Uncle block rewards refer to the incentives received by miners for creating and validating uncle blocks on the Ethereum blockchain. It is more common in the Proof-of-work (PoW) protocol. The purpose of this reward is to incentivize miners to verify the transactions and validate the block.

The Ethereum uncle block rewards are a result of ommer blocks present on the blockchain. When two blocks are mined simultaneously, only one block gets added to the chain. As a result, the other block acts separately despite being validated. Hence, the block reward acts as a gain to the miner for the validation done.
Key Takeaways
- Uncle block rewards refer to the incentives received by miners in terms of Ethereum (ETH) for validating uncle blocks.
- There are two types of rewards, namely uncle reward and uncle inclusion reward. The former occurs on block verification, and the latter exists when the uncle block is readded to the chain.
- On average, the block reward for uncle blocks is 1/32th or 0.725. The uncle inclusion reward is 7/8th, which is further reduced to 2/8th for inclusion after six blocks.
- The formula for calculating these blocks is the inclusion of uncle block number plus eight, deducted by block number, and multiplied by two-eighth.
How Do Uncle Block Rewards Work?
Uncle block rewards were an essential component of the Ethereum blockchain that rewards miners for creating and validating uncle blocks on the chain. It is a method of incentivizing them for the validation performed. In short, it is directly related to the presence of uncle blocks. If there are ommer blocks on the blockchain, the miners creating and verifying them have a chance to receive this reward. However, the extinction of uncle blocks also vanishes the uncle block rewards for them.
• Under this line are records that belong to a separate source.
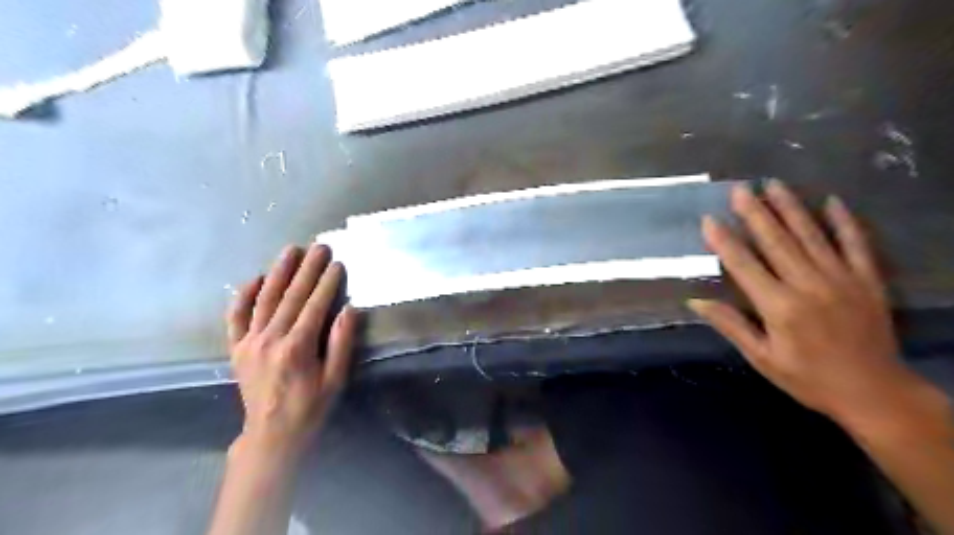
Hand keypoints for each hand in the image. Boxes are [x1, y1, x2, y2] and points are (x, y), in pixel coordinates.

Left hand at [225, 245, 356, 456]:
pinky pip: (236, 317)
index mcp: (297, 348)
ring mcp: (250, 342)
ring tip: (291, 250)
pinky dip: (243, 296)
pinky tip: (254, 278)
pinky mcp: (237, 348)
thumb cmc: (311, 407)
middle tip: (319, 246)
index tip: (337, 262)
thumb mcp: (335, 379)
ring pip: (264, 299)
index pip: (314, 305)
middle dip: (307, 269)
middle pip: (291, 296)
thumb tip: (349, 309)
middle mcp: (270, 339)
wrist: (271, 435)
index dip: (327, 282)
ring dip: (279, 272)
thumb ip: (341, 343)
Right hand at [690, 182, 911, 424]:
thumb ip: (731, 325)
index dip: (724, 240)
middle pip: (776, 241)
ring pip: (811, 236)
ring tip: (774, 185)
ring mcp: (841, 279)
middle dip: (755, 213)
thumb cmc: (808, 378)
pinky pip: (856, 245)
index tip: (709, 219)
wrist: (874, 393)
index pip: (744, 265)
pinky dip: (844, 222)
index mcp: (779, 306)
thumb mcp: (762, 358)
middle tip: (740, 188)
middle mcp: (808, 285)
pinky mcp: (867, 281)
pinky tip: (832, 202)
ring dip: (790, 208)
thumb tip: (696, 302)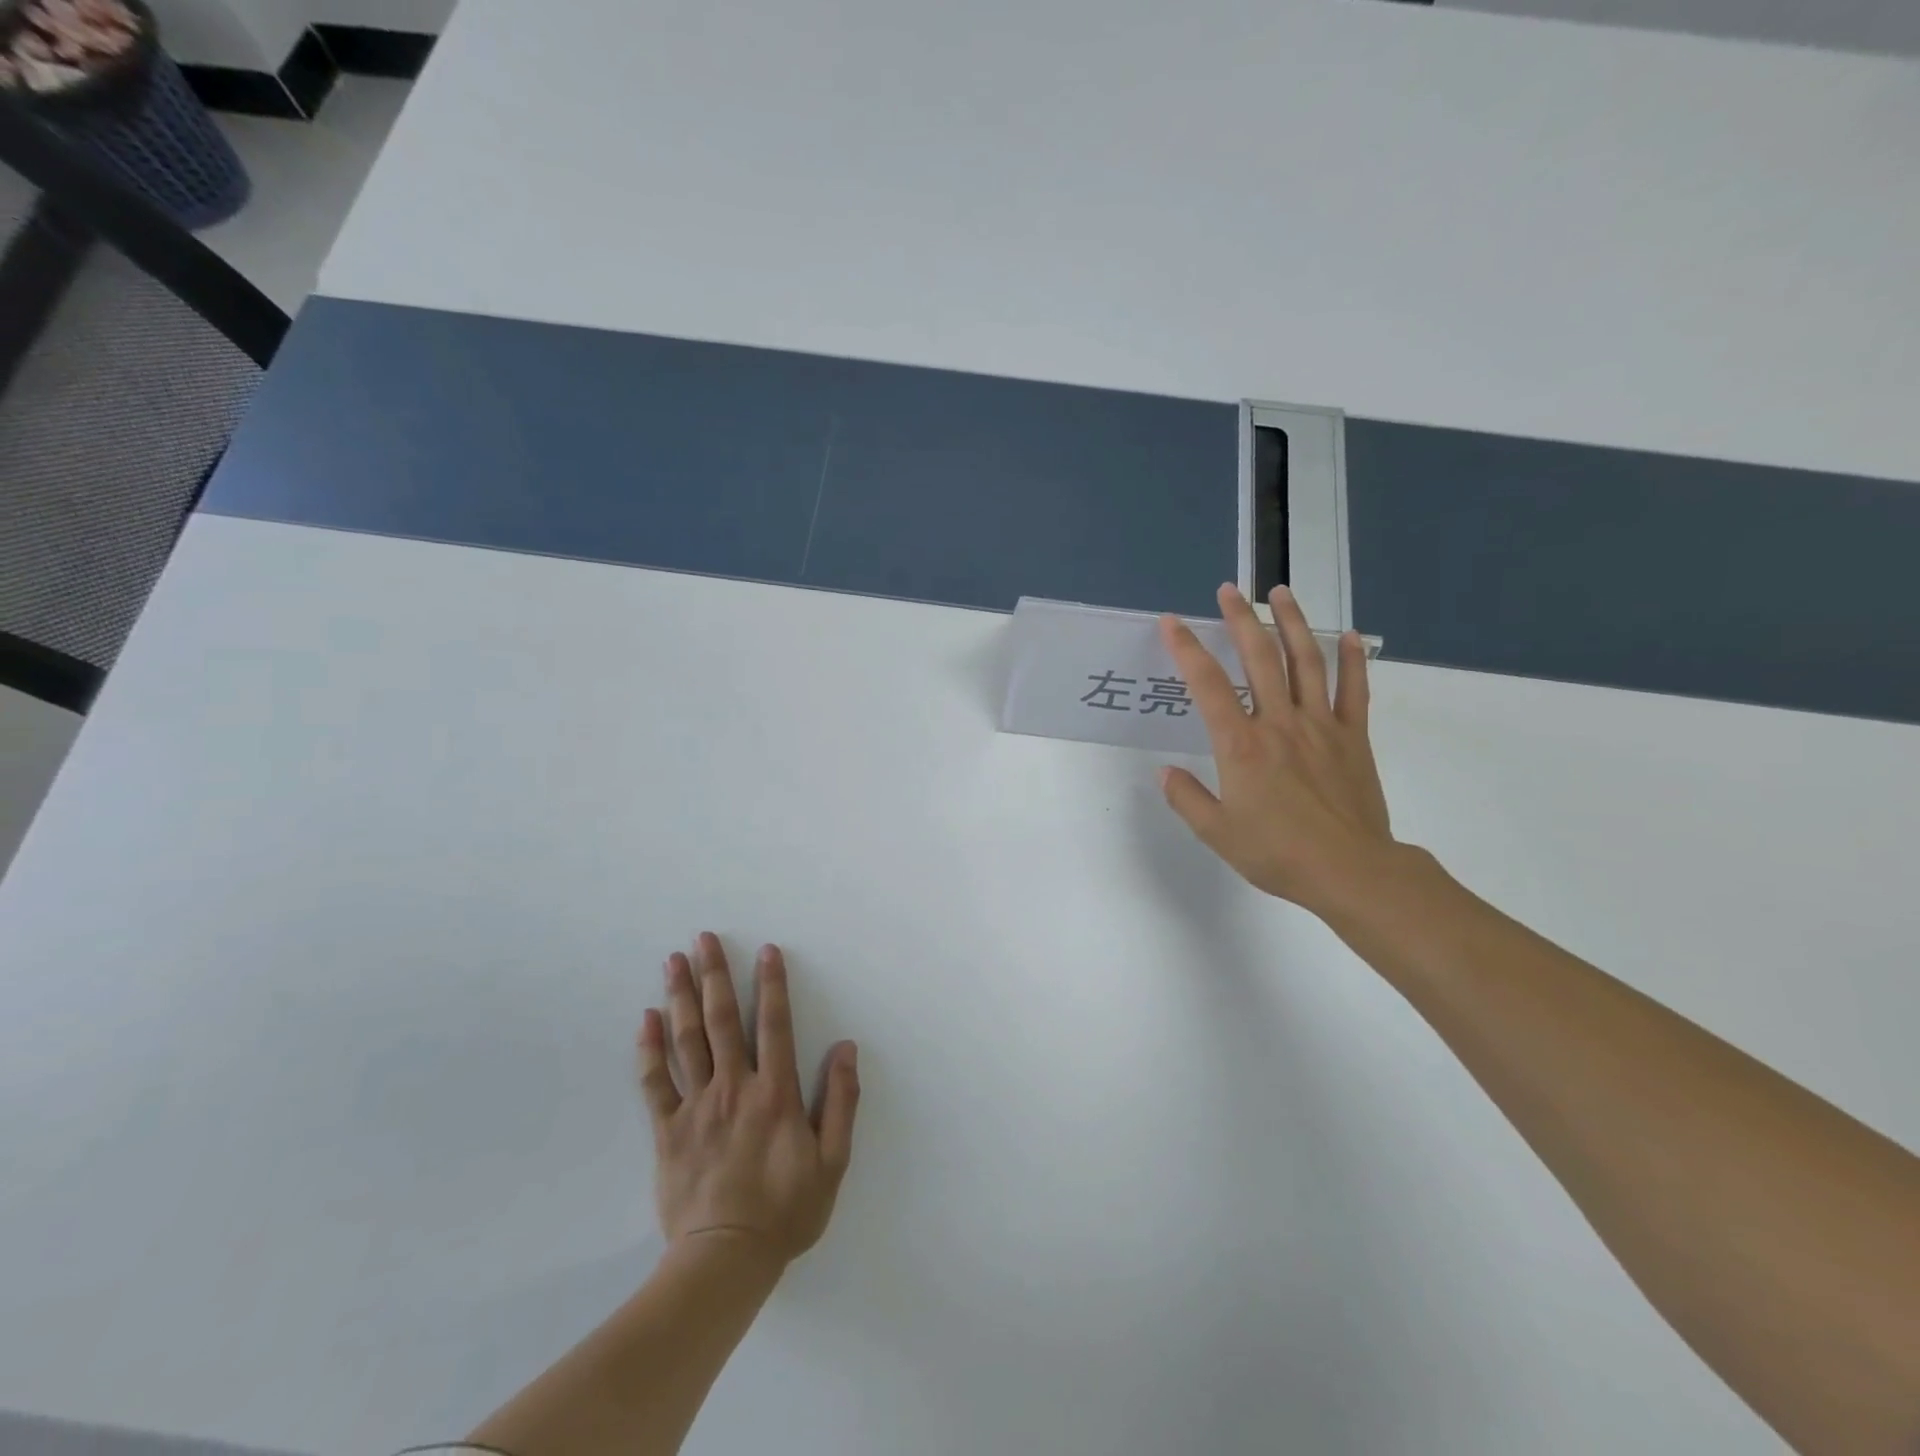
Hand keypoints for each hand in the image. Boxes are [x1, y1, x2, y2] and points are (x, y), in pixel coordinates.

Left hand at [637, 933, 859, 1265]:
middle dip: (715, 974)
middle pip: (722, 1020)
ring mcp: (697, 1107)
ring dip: (681, 997)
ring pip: (687, 1041)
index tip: (767, 950)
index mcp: (775, 1093)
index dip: (773, 984)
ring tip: (674, 961)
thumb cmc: (786, 1210)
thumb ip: (841, 1101)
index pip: (775, 1024)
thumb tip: (847, 1047)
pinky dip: (650, 1049)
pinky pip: (655, 1083)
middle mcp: (734, 1087)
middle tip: (704, 938)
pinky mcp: (668, 1131)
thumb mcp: (832, 1161)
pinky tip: (647, 1019)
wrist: (725, 1261)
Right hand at [1158, 584, 1395, 917]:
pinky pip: (1353, 690)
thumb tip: (1165, 773)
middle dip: (1242, 619)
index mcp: (1241, 745)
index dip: (1187, 649)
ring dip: (1292, 623)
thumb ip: (1187, 798)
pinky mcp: (1352, 737)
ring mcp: (1320, 725)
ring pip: (1306, 662)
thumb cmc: (1277, 853)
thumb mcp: (1217, 833)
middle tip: (1230, 590)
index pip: (1207, 685)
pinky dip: (1351, 660)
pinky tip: (1347, 635)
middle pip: (1259, 658)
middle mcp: (1279, 723)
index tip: (1172, 622)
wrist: (1350, 871)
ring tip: (1281, 593)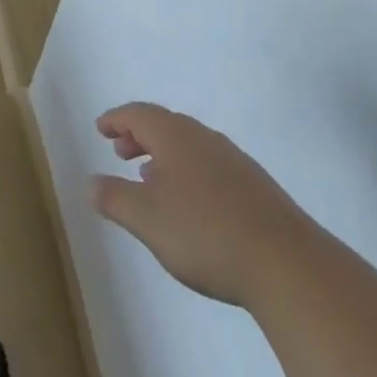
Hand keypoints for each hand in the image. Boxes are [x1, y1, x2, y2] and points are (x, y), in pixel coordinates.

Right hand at [91, 102, 311, 309]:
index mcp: (174, 135)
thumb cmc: (206, 233)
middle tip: (120, 152)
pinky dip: (189, 172)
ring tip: (151, 180)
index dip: (116, 119)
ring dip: (164, 155)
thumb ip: (114, 198)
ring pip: (189, 145)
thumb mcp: (147, 219)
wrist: (287, 263)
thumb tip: (89, 182)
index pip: (137, 113)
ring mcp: (233, 159)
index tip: (100, 128)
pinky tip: (192, 204)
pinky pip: (210, 165)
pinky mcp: (255, 186)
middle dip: (139, 135)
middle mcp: (202, 137)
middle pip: (164, 124)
And it is true to the current scenario.
The existence of the Ethereum Uncle block rewards started in 2017. At that time, there were 310,542 uncles. They were a result of the fork created, and in return, 1/32th is given as a reward. In 2017, the average uncle block reward was 0.725. However, the range of this reward depends on the work performed.
There are two types of rewards given for uncle blocks, namely, uncle reward and uncle inclusion reward. Uncle reward exists when the miner creates a block and is ready to get added to the blockchain. During that stage, the blockchain rewards them for verifying transactions and adding the block. They receive 1.75 ETH for validation done. But, if it happens after three blocks, the reward reduces to 1.25 ETH. However, it is different for uncle inclusion rewards.
Uncle inclusion reward is entitled to those miners who again include an uncle block in the confirmed chain. If the inclusion occurred immediately, the average block reward is 7/8th of the value or 0.0625 ETH. But, if the same thing happens after six blocks, the reward drops to 2/8th.
How To Calculate?
The calculation of the uncle block rewards seems complex and procedural. However, it involves simple steps and formulas for finding the value received for adding the uncle blocks on the blockchain. Let us look at the equation for this reward:
Uncle block reward = * Block reward / 8
Here:
- Block number refers to the height of the block that includes the reference to the uncle block.
- Uncle block number refers to the height of the uncle block itself.
- The block reward is the reward given for mining a main block, which was 2 ETH before the transition to Proof-of-Stake.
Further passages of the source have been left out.